Fight against antibiotic resistance steps up

Public and health care professionals across Scotland are being asked to make a pledge to reduce unnecessary antibiotic prescriptions in the fight against antibiotic resistance.


The Antibiotic Guardian UK-wide pledge campaign is part of this year’s European Antibiotic Awareness Day (EAAD) which takes place on 18 November and aims to raise awareness about the increasing threat of antibiotic resistance due to unnecessary use.


The campaign is asking parents, doctors, nurses, vets and pharmacists to become “Antibiotic Guardians” by agreeing to do one thing which will help make better use of the vital medicines and safeguard them for future generations.




Those wishing to become an antibiotic guardian are being encourage to make the pledge on the antibiotic guardian website and share it.


The campaign is being led in Scotland by the Scottish Antimicrobial Prescribing Group (SAPG), which is based within the Scottish Medicines Consortium (SMC).


A recent SAPG report shows Scotland is ahead of many other European countries when it comes to reducing prescriptions for antibiotics, with a decrease of 6.5% in 2013 – 14.


However Dr Jacqueline Sneddon, project lead for SAPG, believes there’s still work to be done.


She said: “Antibiotic resistance is a major public health issue and a threat to the future of healthcare.
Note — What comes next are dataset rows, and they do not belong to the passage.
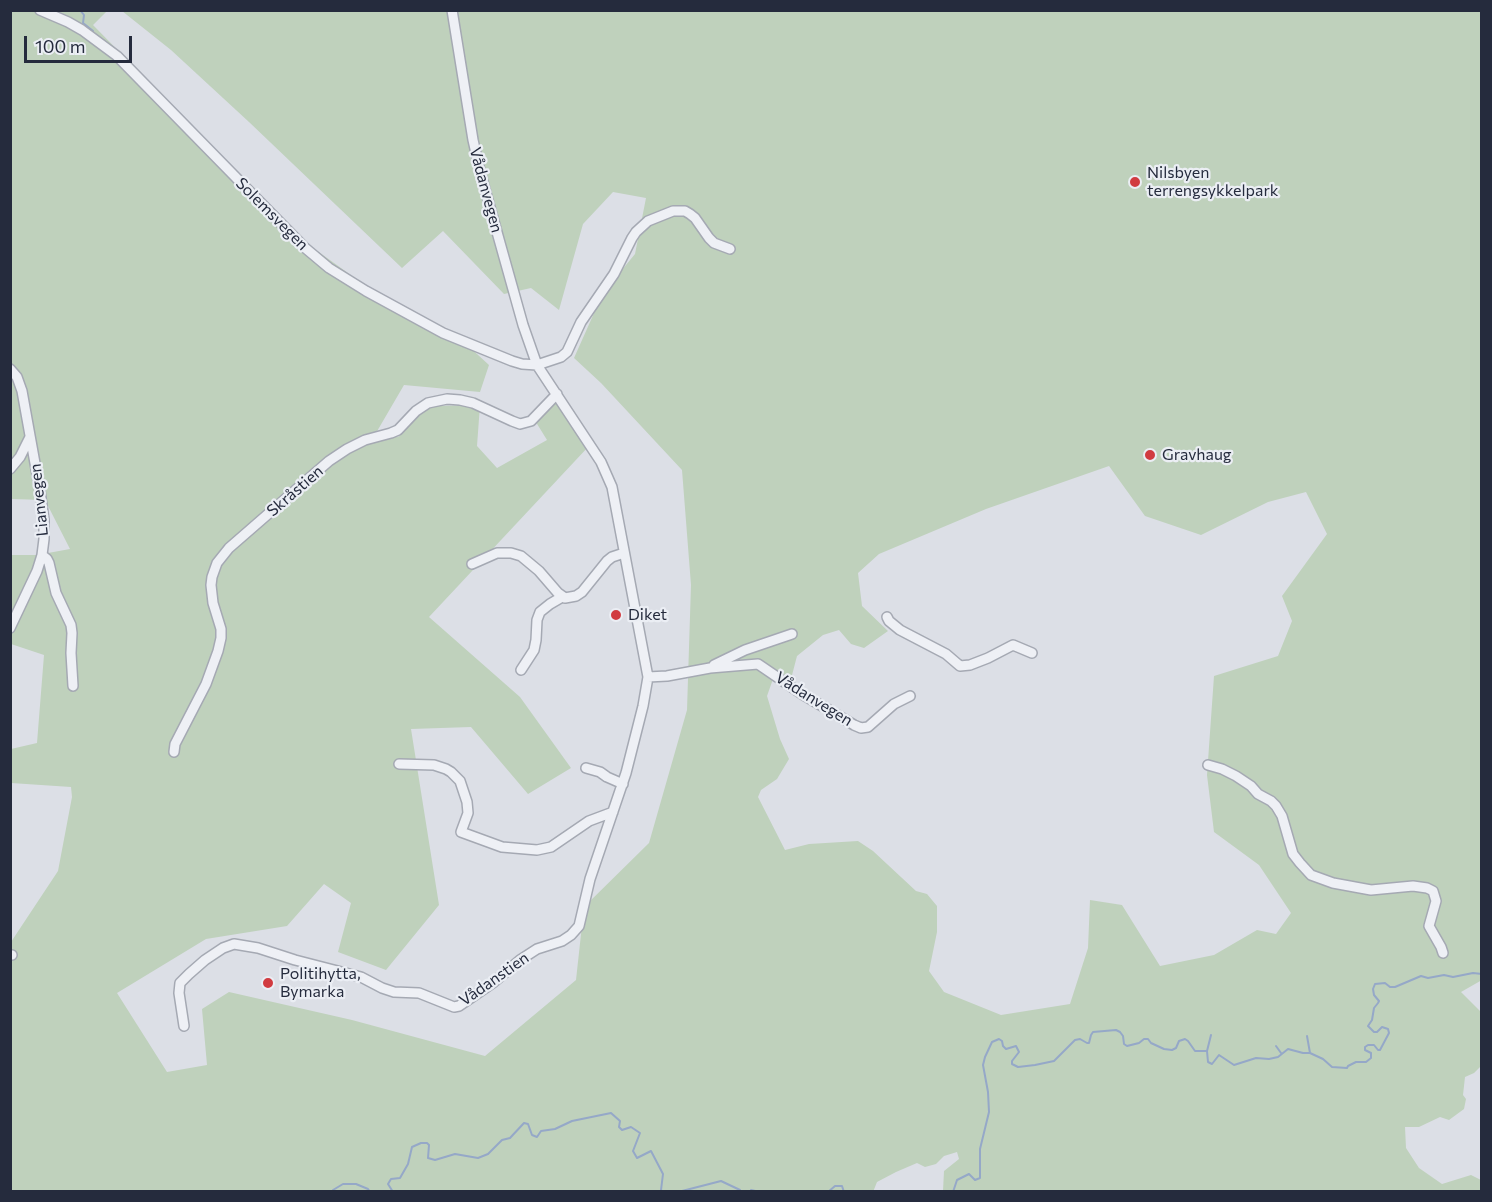 <!DOCTYPE html>
<html>
<head>
<meta charset="utf-8">
<style>
	body { margin:0 }
	#map { position:relative; width:1492px; height:1202px; overflow:hidden; background:#dcdfe6; font-family:Commissioner,sans-serif }
	canvas { display:block }
	.frame { position:absolute; inset:0; border:12px solid #252b3d; pointer-events:none }
	.scale { position:absolute; left:24px; top:36px; width:108px; height:27px; box-sizing:border-box; border:3px solid #252b3d; border-top:0; padding-left:8px; font-size:18px; line-height:21px; white-space:nowrap; color:#252b3d; -webkit-text-stroke:4px #ebeef4; paint-order:stroke }
</style>
</head>
<body>
<div id="map">
<canvas width="1492" height="1202"></canvas>
<div class="frame"></div>
<div class="scale">100 m</div>
</div>
<script>
const g = document.querySelector('canvas').getContext('2d');
g.lineJoin = 'round';
function fillPath(path, color) {
  g.fillStyle = color;
  g.fill(path, 'evenodd');
}
function poly(rows) {
  const path = new Path2D();
  for (const r of rows) {
    path.moveTo(r[0], r[1]);
    for (let i = 2; i < r.length; i += 2) path.lineTo(r[i], r[i + 1]);
  }
  return path;
}
function stroke(path, color, width, dash) {
  g.strokeStyle = color;
  g.lineWidth = width;
  g.lineCap = dash ? 'butt' : 'round';
  g.setLineDash(dash || []);
  g.stroke(path);
}
function drawText(font, color, halo, rows, align = 'center') {
  g.font = font + ' Commissioner,sans-serif';
  g.lineWidth = 4.5;
  g.setLineDash([]);
  g.textBaseline = 'middle';
  g.strokeStyle = halo;
  g.fillStyle = color;
  for (const [text, x, y, turn = 0] of rows) {
    g.save();
    g.translate(x, y);
    g.rotate((+turn || 0) * Math.PI / 180);
    g.textAlign = isNaN(turn) ? turn : align;
    if (halo) g.strokeText(text, 0, 0);
    g.fillText(text, 0, 0);
    g.restore();
  }
}
fillPath(poly([
	[11,11,107,11,93,25,309,245,366,286,453,332,489,365,480,392,404,385,376,433,398,437,428,406,480,405,477,446,497,468,547,440,534,419,556,400,589,446,429,617,520,697,571,768,528,794,471,727,411,729,439,905,386,970,338,952,351,903,324,884,287,926,206,939,117,993,167,1072,207,1065,202,1009,229,992,352,1020,485,1056,576,980,584,907,649,843,687,710,691,585,682,470,601,383,574,358,603,293,635,254,646,198,613,192,583,224,559,310,531,288,504,294,443,231,402,268,249,122,171,50,122,11,1481,11,1482,980,1461,992,1481,1012,1481,1066,1474,1073,1465,1077,1463,1095,1466,1099,1464,1109,1449,1120,1440,1117,1419,1127,1405,1127,1406,1148,1419,1168,1442,1184,1471,1175,1481,1180,1481,1191,943,1191,944,1171,959,1159,957,1152,944,1156,936,1164,925,1167,917,1163,896,1172,877,1182,873,1192,11,1191,11,942,58,871,72,797,71,787,11,783,11,749,37,743,44,655,11,644,11,555,37,555,70,549,45,500,11,499],
	[1109,466,1145,516,1201,535,1268,502,1306,492,1327,534,1282,596,1292,621,1278,656,1214,676,1207,775,1214,832,1259,865,1291,913,1276,934,1257,930,1214,955,1160,966,1122,905,1090,900,1088,948,1070,1004,1001,1015,944,992,929,971,937,932,937,906,927,894,916,891,873,851,858,841,809,844,785,850,758,797,761,790,777,779,789,759,780,739,767,696,773,679,791,679,797,656,823,635,839,630,851,644,864,648,888,631,862,606,858,573,879,554,986,509]
]), '#bfd1bc');
stroke(poly([
	[80,10,84,15,83,23,93,31],
	[1307,1036,1310,1053],
	[1276,1046,1281,1053],
	[1207,1051,1211,1035],
	[751,1190,760,1192],
	[682,1191,721,1181,740,1190],
	[333,1192,333,1190,343,1184,356,1184,368,1189,370,1192],
	[393,1192,388,1184,391,1179,400,1178,408,1164,412,1147,421,1143,427,1143,429,1145,428,1158,435,1160,455,1154,478,1158,488,1154,502,1140,510,1138,524,1123,528,1124,532,1135,537,1137,541,1131,555,1129,572,1121,611,1113,620,1121,619,1127,622,1130,631,1127,640,1133,633,1151,637,1158,651,1151,663,1174,661,1190,663,1192],
	[811,1192,814,1192],
	[828,1192,835,1186,842,1186,844,1192],
	[953,1192,957,1180,969,1174,975,1180,980,1178,980,1149,989,1112,988,1092,983,1065,985,1057,992,1042,999,1039,1002,1041,1003,1046,1006,1049,1016,1046,1019,1052,1012,1061,1012,1064,1018,1067,1035,1065,1054,1061,1075,1040,1080,1039,1087,1043,1089,1043,1091,1035,1093,1032,1116,1030,1120,1032,1123,1036,1124,1044,1127,1046,1139,1043,1144,1039,1148,1039,1151,1043,1164,1049,1172,1050,1176,1048,1179,1041,1185,1039,1188,1041,1195,1051,1207,1051,1208,1062,1212,1064,1219,1055,1234,1065,1256,1058,1269,1059,1278,1057,1288,1049,1303,1053,1310,1053,1323,1059,1332,1067,1347,1068,1348,1066,1356,1062,1366,1062,1371,1058,1371,1053,1365,1050,1365,1047,1368,1045,1374,1045,1378,1050,1380,1050,1389,1033,1388,1029,1382,1027,1377,1032,1374,1032,1368,1026,1372,1020,1374,1008,1378,1003,1379,1001,1374,995,1373,989,1375,984,1385,983,1390,987,1395,987,1421,976,1428,978,1444,975,1453,977,1473,973,1482,974]
]), '#95a8c8', 2);
const minor = poly([
	[40,10,68,22,82,30,117,56,304,247,329,268,366,291,443,333,512,361,522,364,537,365,561,357,567,352,581,322,614,274,632,238,636,232,648,221,673,211,685,211,690,214,695,218,709,238,714,243,730,249],
	[10,369,17,377,22,391,40,491,44,520,44,539,42,555,37,571,10,628],
	[10,469,20,457,30,437],
	[42,555,47,559,49,563,56,593,71,625,72,633,71,653,73,686],
	[472,564,497,553,511,553,521,556,539,571,558,593,565,598,576,596,582,592,607,561,612,557,624,553],
	[887,617,889,621,900,630,946,654,960,666,970,665,988,658,1013,645,1032,653],
	[714,665,745,650,792,634],
	[521,670,534,650,536,640,537,620,540,612,550,604,562,597],
	[648,677,667,676,710,668,758,664,802,694,854,725,861,728,868,727,894,704,910,696],
	[174,752,175,744,206,684,218,651,221,638,221,629,213,603,211,585,212,577,217,563,229,548,329,461,347,449,365,440,391,433,398,430,416,411,428,403,447,399,460,400,473,403,512,421,520,424,531,421,557,394],
	[399,764,434,765,446,769,451,772,460,781,467,802,468,813,461,832,502,847,537,850,551,847,589,821,613,812],
	[1208,765,1222,769,1236,776,1251,786,1258,794,1271,801,1276,806,1282,816,1293,854,1300,863,1311,875,1333,883,1371,890,1413,886,1427,888,1433,891,1436,901,1429,926,1441,947,1443,953],
	[586,768,600,772,607,777,623,784],
	[10,955,12,955],
	[184,1026,179,993,180,983,189,974,205,960,223,948,234,944,258,948,295,960,361,977,382,988,394,992,419,993,454,1007,459,1006,494,982,520,960,537,949,562,941,571,935,579,926,590,879,626,773,643,706,648,677,612,487,601,462,537,365,523,325,481,175,473,140,452,10]
]);
stroke(minor, '#a5a9b3', 12);
stroke(minor, '#eef0f5', 9);
for (const [x, y, r, color] of [
	[1135,182,6,"#d13b40"],
	[1150,455,6,"#d13b40"],
	[616,615,6,"#d13b40"],
	[268,983,6,"#d13b40"]
]) {
  const dot = new Path2D();
  dot.arc(x, y, r, 0, 2 * Math.PI);
  g.fillStyle = color;
  g.fill(dot);
  stroke(dot, '#ebeef4', 2);
}
drawText('16px', '#252b3d', '#ebeef4', [
	["Nilsbyen",1147,173],
	["terrengsykkelpark",1147,191],
	["Gravhaug",1162,455],
	["Diket",628,615],
	["Politihytta,",280,974],
	["Bymarka",280,992]
], 'left');
drawText('16px', '#252b3d', '#ebeef4', [
	["Vådanvegen",486,190,75],
	["Solemsvegen",272,214,45],
	["Skråstien",295,491,-41],
	["Lianvegen",39,500,-96],
	["Vådanvegen",814,699,32],
	["Vådanstien",494,979,-35]
]);
</script>
</body>
</html>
The World Health Organisation has warned of a post-antibiotic era in which common infections and minor injuries can kill. Far from being an apocalyptic fantasy this is a very real possibility for the 21st century.


“Without effective antibiotics safe and effective healthcare will become increasingly difficult. As well as their use for treating infections antibiotics are an essential part of care for patients undergoing operations and receiving cancer chemotherapy.


“While Scotland has made substantial progress in improving the quality of antibiotic prescribing both in hospitals and in the community, we still have more to do to ensure we are better placed to tackle the growing threat of antibiotic resistance. That’s why we’re calling on the public and professionals alike to make this pledge.”


The campaign will also aim to raise greater awareness of antibiotic resistance via posters and leaflets in GP surgeries, dentists, community pharmacies and care homes. These are designed to provide advice on self care for infections like coughs and colds, manage patients’ expectations of illness duration and also highlight potentially serious symptoms that require further assessment.